• [EXERCISE PROMPT] All of the entries below should be printed exactly; the pictures are to be left out.

• [INFORMATION SUPPLIED]
--- START ---

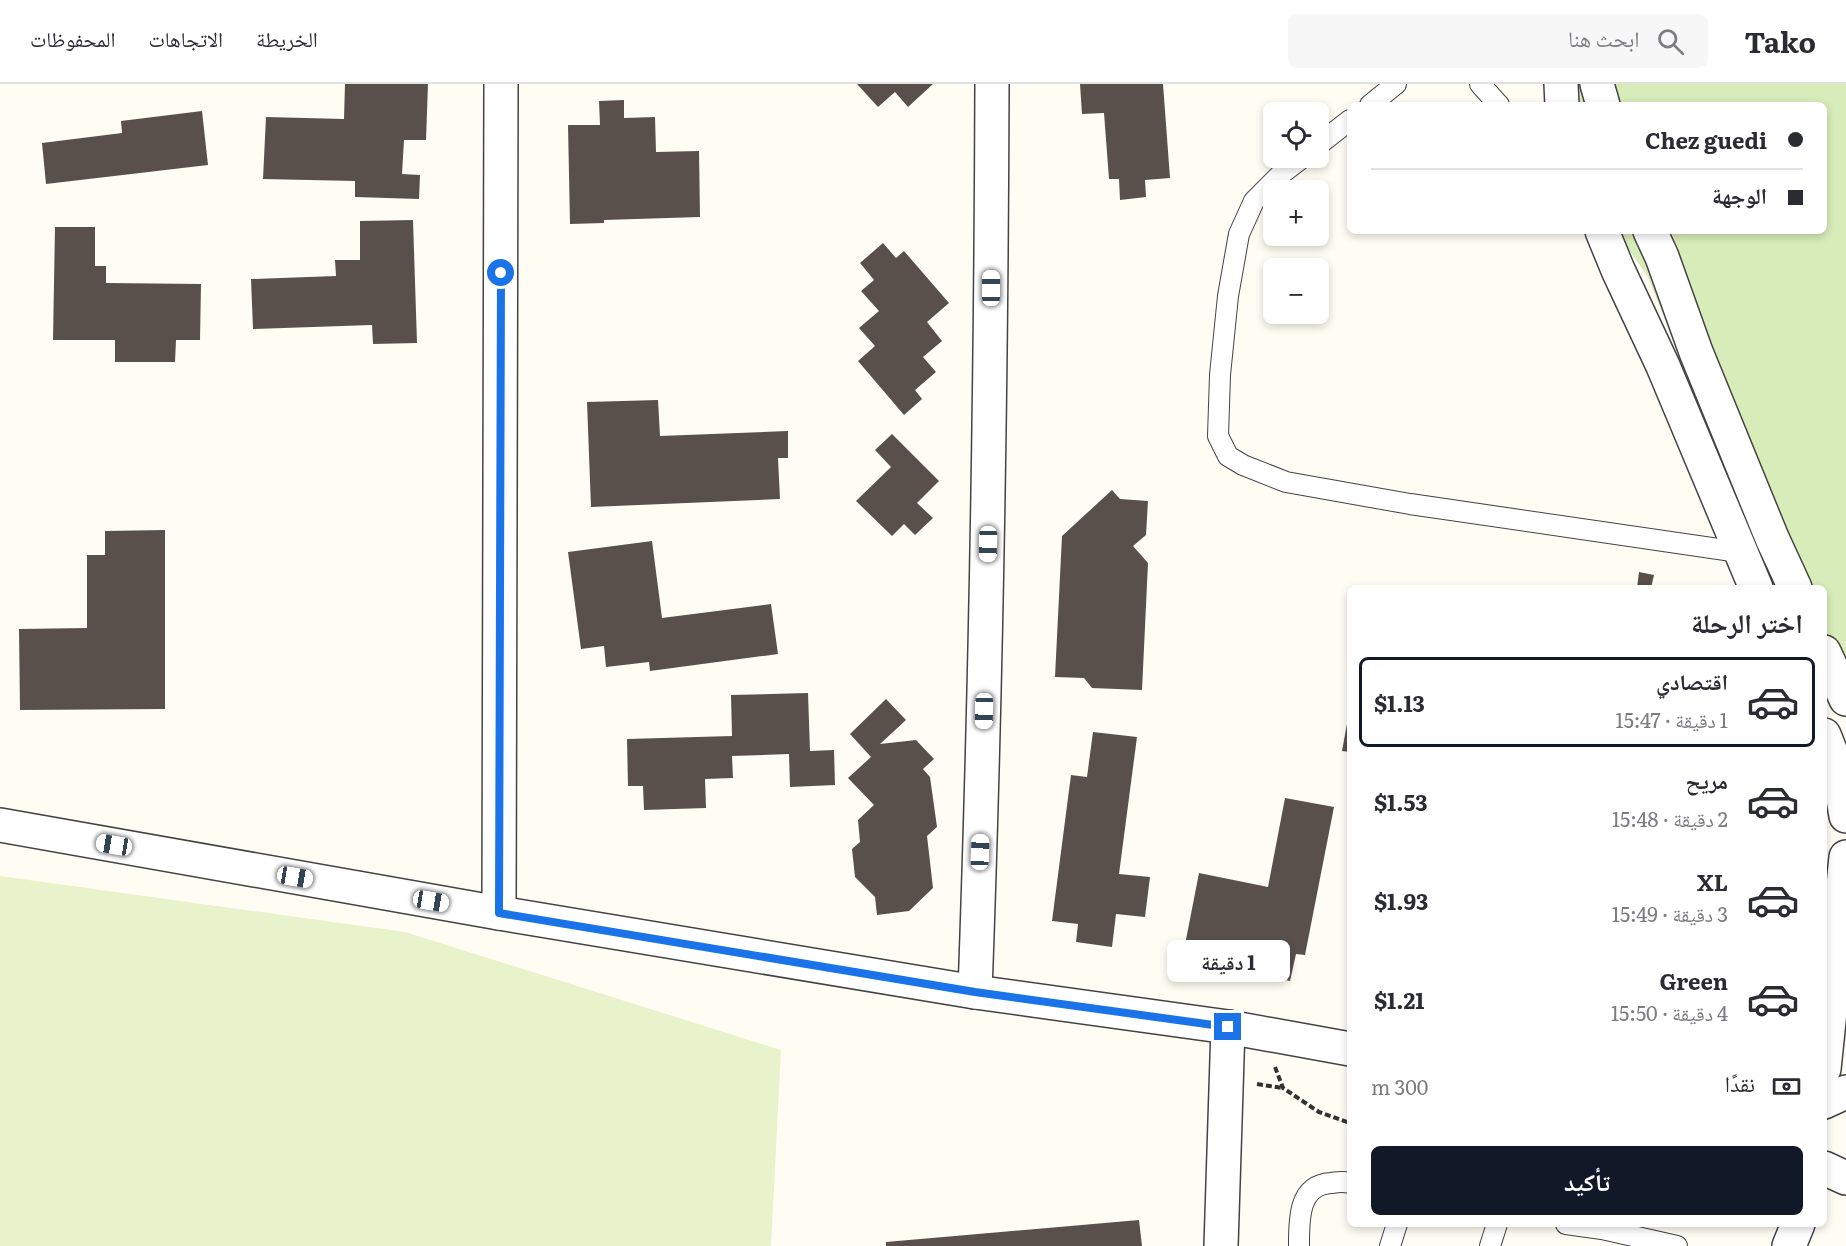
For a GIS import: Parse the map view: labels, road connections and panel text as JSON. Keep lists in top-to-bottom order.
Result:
{
  "page": {
    "header": "Tako",
    "search": "ابحث هنا",
    "nav": ["الخريطة", "الاتجاهات", "المحفوظات"],
    "map_buttons": ["+", "−"],
    "banner": ["Chez guedi", "الوجهة"],
    "heading": "اختر الرحلة",
    "list": [
      {
        "name": "اقتصادي",
        "note": "1 دقيقة · 15:47",
        "value": "$1.13"
      },
      {
        "name": "مريح",
        "note": "2 دقيقة · 15:48",
        "value": "$1.53"
      },
      {
        "name": "XL",
        "note": "3 دقيقة · 15:49",
        "value": "$1.93"
      },
      {
        "name": "Green",
        "note": "4 دقيقة · 15:50",
        "value": "$1.21"
      }
    ],
    "bubble": "1 دقيقة",
    "pay": ["نقدًا", "300 m"],
    "buttons": "تأكيد"
  }
}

--- END ---

• [TASK RESPONSE]
For a GIS import: Parse the map view: labels, road connections and panel text as JSON. Keep lists in top-to-bottom order.
Result:
{
  "page": {
    "header": "Tako",
    "search": "ابحث هنا",
    "nav": ["الخريطة", "الاتجاهات", "المحفوظات"],
    "map_buttons": ["+", "−"],
    "banner": ["Chez guedi", "الوجهة"],
    "heading": "اختر الرحلة",
    "list": [
      {
        "name": "اقتصادي",
        "note": "1 دقيقة · 15:47",
        "value": "$1.13"
      },
      {
        "name": "مريح",
        "note": "2 دقيقة · 15:48",
        "value": "$1.53"
      },
      {
        "name": "XL",
        "note": "3 دقيقة · 15:49",
        "value": "$1.93"
      },
      {
        "name": "Green",
        "note": "4 دقيقة · 15:50",
        "value": "$1.21"
      }
    ],
    "bubble": "1 دقيقة",
    "pay": ["نقدًا", "300 m"],
    "buttons": "تأكيد"
  }
}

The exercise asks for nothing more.